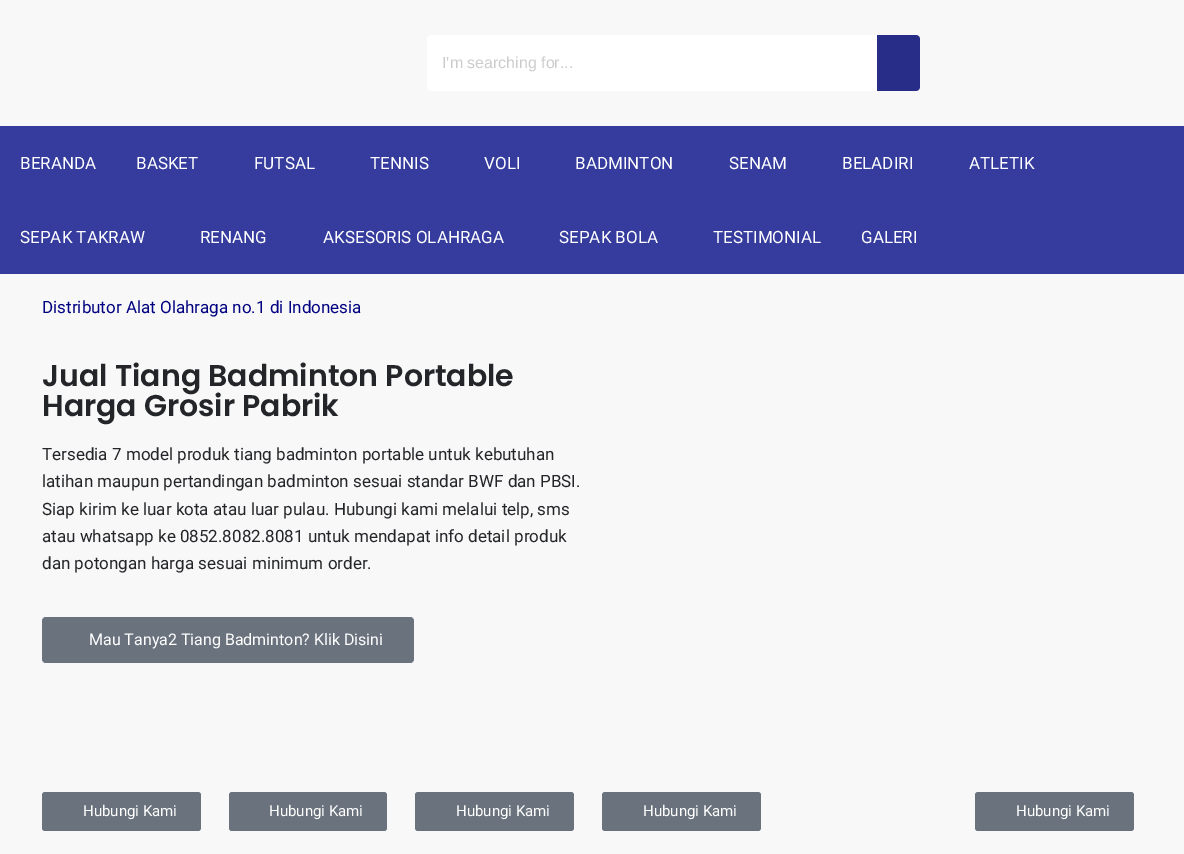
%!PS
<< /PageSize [1184 854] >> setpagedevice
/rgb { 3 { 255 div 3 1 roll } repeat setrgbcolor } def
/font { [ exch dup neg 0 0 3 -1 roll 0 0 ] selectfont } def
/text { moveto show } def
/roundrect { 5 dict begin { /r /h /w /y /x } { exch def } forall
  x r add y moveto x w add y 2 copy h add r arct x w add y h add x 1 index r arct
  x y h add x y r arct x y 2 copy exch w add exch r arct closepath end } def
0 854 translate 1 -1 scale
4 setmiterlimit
248 248 248 rgb
0 0 1184 854 rectfill
255 255 255 rgb
431 35 moveto 446 0 rlineto 0 56 rlineto -446 0 rlineto -2 0 -4 -2 -4 -4 rcurveto 0 -48 rlineto 0 -2 2 -4 4 -4 rcurveto closepath fill
40 46 135 rgb
877 35 moveto 39 0 rlineto 2 0 4 2 4 4 rcurveto 0 48 rlineto 0 2 -2 4 -4 4 rcurveto -39 0 rlineto closepath fill
53 60 158 rgb
0 126 1184 148 rectfill
105 114 125 rgb
42 617 372 46 4 roundrect fill
42 792 159 39 3 roundrect fill
229 792 158 39 3 roundrect fill
415 792 159 39 3 roundrect fill
602 792 159 39 3 roundrect fill
975 792 159 39 3 roundrect fill
/LiberationSans-Regular 16 font
204 204 204 rgb
(I'm searching for...) 442 68 text
/Roboto-Regular 17 font
255 255 255 rgb
(BERANDA) 20 169 text
(BASKET) 136 169 text
(FUTSAL) 254 169 text
(TENNIS) 370 169 text
(VOLI) 484 169 text
(BADMINTON) 575 169 text
(SENAM) 729 169 text
(BELADIRI) 842 169 text
(ATLETIK) 969 169 text
(SEPAK TAKRAW) 20 243 text
(RENANG) 200 243 text
(AKSESORIS OLAHRAGA) 323 243 text
(SEPAK BOLA) 559 243 text
(TESTIMONIAL) 713 243 text
(GALERI) 861 243 text
0 0 128 rgb
(Distributor Alat Olahraga no.1 di Indonesia) 42 313 text
/Poppins-SemiBold 30 font
35 37 41 rgb
(Jual Tiang Badminton Portable) 42 386 text
(Harga Grosir Pabrik) 42 416 text
/Roboto-Regular 17 font
(Tersedia 7 model produk tiang badminton portable untuk kebutuhan) 42 460 text
(latihan maupun pertandingan badminton sesuai standar BWF dan PBSI.) 42 487 text
(Siap kirim ke luar kota atau luar pulau. Hubungi kami melalui telp, sms) 42 515 text
(atau whatsapp ke 0852.8082.8081 untuk mendapat info detail produk) 42 542 text
(dan potongan harga sesuai minimum order.) 42 569 text
/Roboto-Regular 16 font
255 255 255 rgb
(Mau Tanya2 Tiang Badminton? Klik Disini) 89 645 text
/Roboto-Regular 15 font
(Hubungi Kami) 83 816 text
(Hubungi Kami) 269 816 text
(Hubungi Kami) 456 816 text
(Hubungi Kami) 643 816 text
(Hubungi Kami) 1016 816 text
showpage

+++++

> **TO DO**: Locate the lines above that hold the word "copy". Show every one of them.

> **ANSWER BOX**:
  x r add y moveto x w add y 2 copy h add r arct x w add y h add x 1 index r arct
  x y h add x y r arct x y 2 copy exch w add exch r arct closepath end } def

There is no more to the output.